[Stored data]
[Start of Attachment]
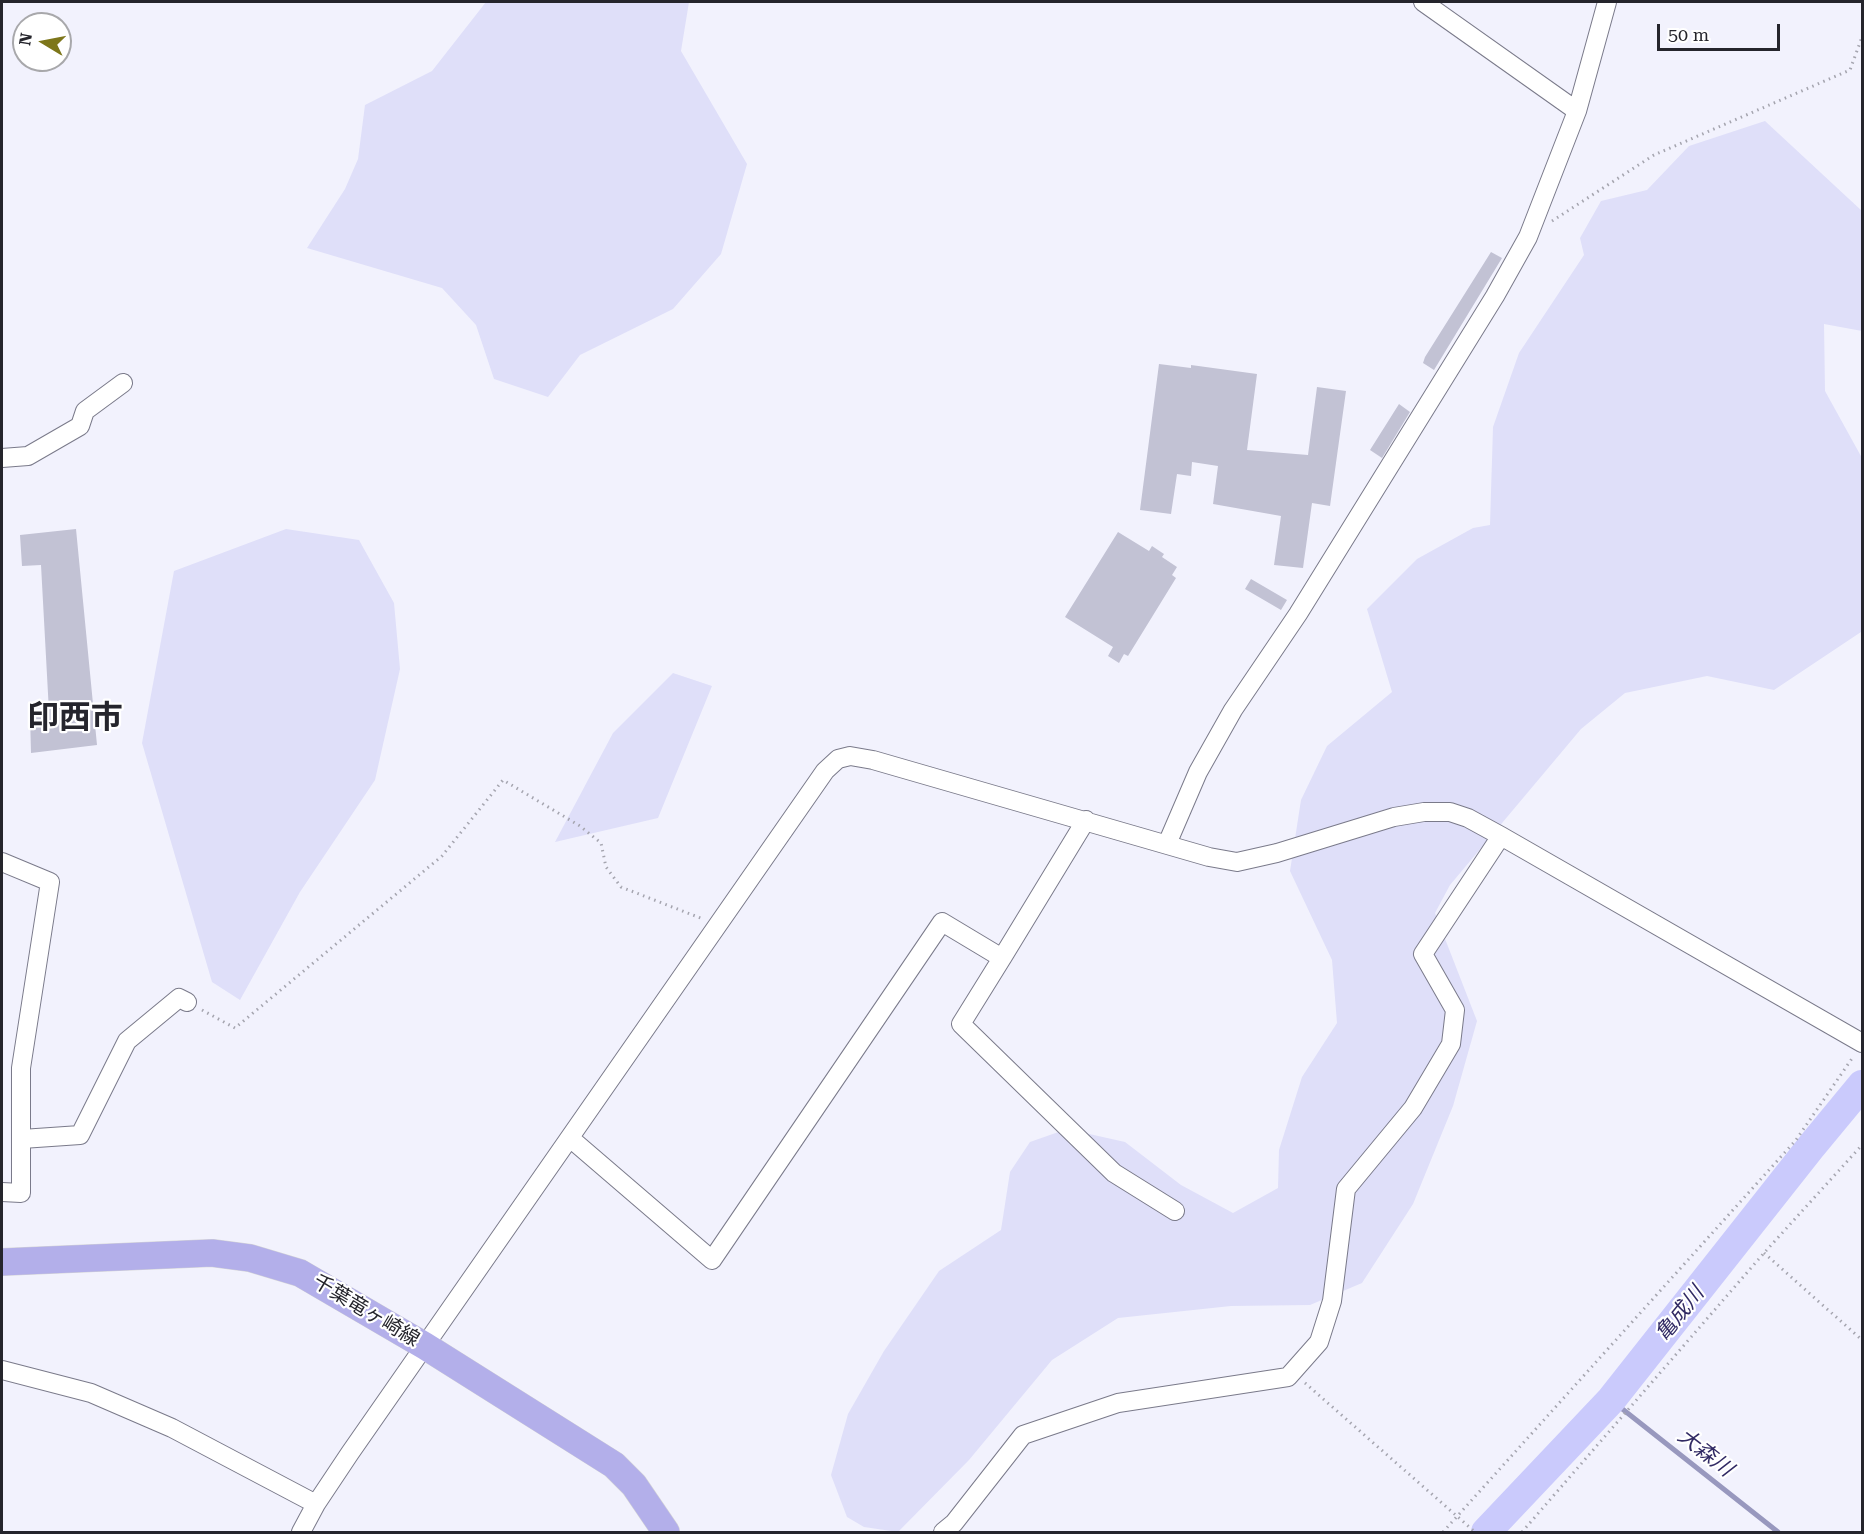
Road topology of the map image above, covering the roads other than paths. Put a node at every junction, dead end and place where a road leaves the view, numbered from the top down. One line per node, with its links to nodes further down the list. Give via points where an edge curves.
1 (1423, 2): 3 (street)
2 (1607, 2): 3 (street)
3 (1577, 111): 8 (street, via 1528,237 1495,296 1299,614 1233,710 1198,772)
4 (123, 383): 5 (street, via 85,411 80,426 28,456)
5 (2, 458)
6 (1086, 820): 8 (street); 10 (street); 13 (street, via 873,760 850,756 838,759 825,771)
7 (1501, 836): 8 (street, via 1450,812 1424,812 1237,862); 12 (street); 23 (street, via 1423,954 1455,1010 1451,1044 1413,1108 1346,1189 1332,1301 1318,1342 1288,1377 1118,1403 1023,1436)
8 (1167, 844)
9 (2, 862): 14 (street, via 50,882 21,1068)
10 (1002, 958): 13 (street, via 942,922 712,1260); 16 (street, via 961,1024 1114,1173)
11 (187, 1002): 14 (street, via 179,998 127,1041 80,1135)
12 (1862, 1043)
13 (570, 1138): 18 (street)
14 (22, 1139): 15 (street, via 21,1193)
15 (2, 1192)
16 (1175, 1211)
17 (2, 1262): 18 (main road, 千葉竜ヶ崎線, via 212,1253 250,1258 277,1264 317,1281)
18 (425, 1346): 20 (street); 22 (main road, 千葉竜ヶ崎線, via 614,1465 634,1485)
19 (2, 1370): 20 (street, via 101,1397 172,1428)
20 (315, 1504): 21 (street)
21 (301, 1533)
22 (666, 1533)
23 (943, 1533)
[End of Attachment]
__WORK REQUIRED__: Give every line above again exactly, omitting whatever pictures appear.

__RESPONSE FOR THIS EXERCISE__:
Road topology of the map image above, covering the roads other than paths. Put a node at every junction, dead end and place where a road leaves the view, numbered from the top down. One line per node, with its links to nodes further down the list. Give via points where an edge curves.
1 (1423, 2): 3 (street)
2 (1607, 2): 3 (street)
3 (1577, 111): 8 (street, via 1528,237 1495,296 1299,614 1233,710 1198,772)
4 (123, 383): 5 (street, via 85,411 80,426 28,456)
5 (2, 458)
6 (1086, 820): 8 (street); 10 (street); 13 (street, via 873,760 850,756 838,759 825,771)
7 (1501, 836): 8 (street, via 1450,812 1424,812 1237,862); 12 (street); 23 (street, via 1423,954 1455,1010 1451,1044 1413,1108 1346,1189 1332,1301 1318,1342 1288,1377 1118,1403 1023,1436)
8 (1167, 844)
9 (2, 862): 14 (street, via 50,882 21,1068)
10 (1002, 958): 13 (street, via 942,922 712,1260); 16 (street, via 961,1024 1114,1173)
11 (187, 1002): 14 (street, via 179,998 127,1041 80,1135)
12 (1862, 1043)
13 (570, 1138): 18 (street)
14 (22, 1139): 15 (street, via 21,1193)
15 (2, 1192)
16 (1175, 1211)
17 (2, 1262): 18 (main road, 千葉竜ヶ崎線, via 212,1253 250,1258 277,1264 317,1281)
18 (425, 1346): 20 (street); 22 (main road, 千葉竜ヶ崎線, via 614,1465 634,1485)
19 (2, 1370): 20 (street, via 101,1397 172,1428)
20 (315, 1504): 21 (street)
21 (301, 1533)
22 (666, 1533)
23 (943, 1533)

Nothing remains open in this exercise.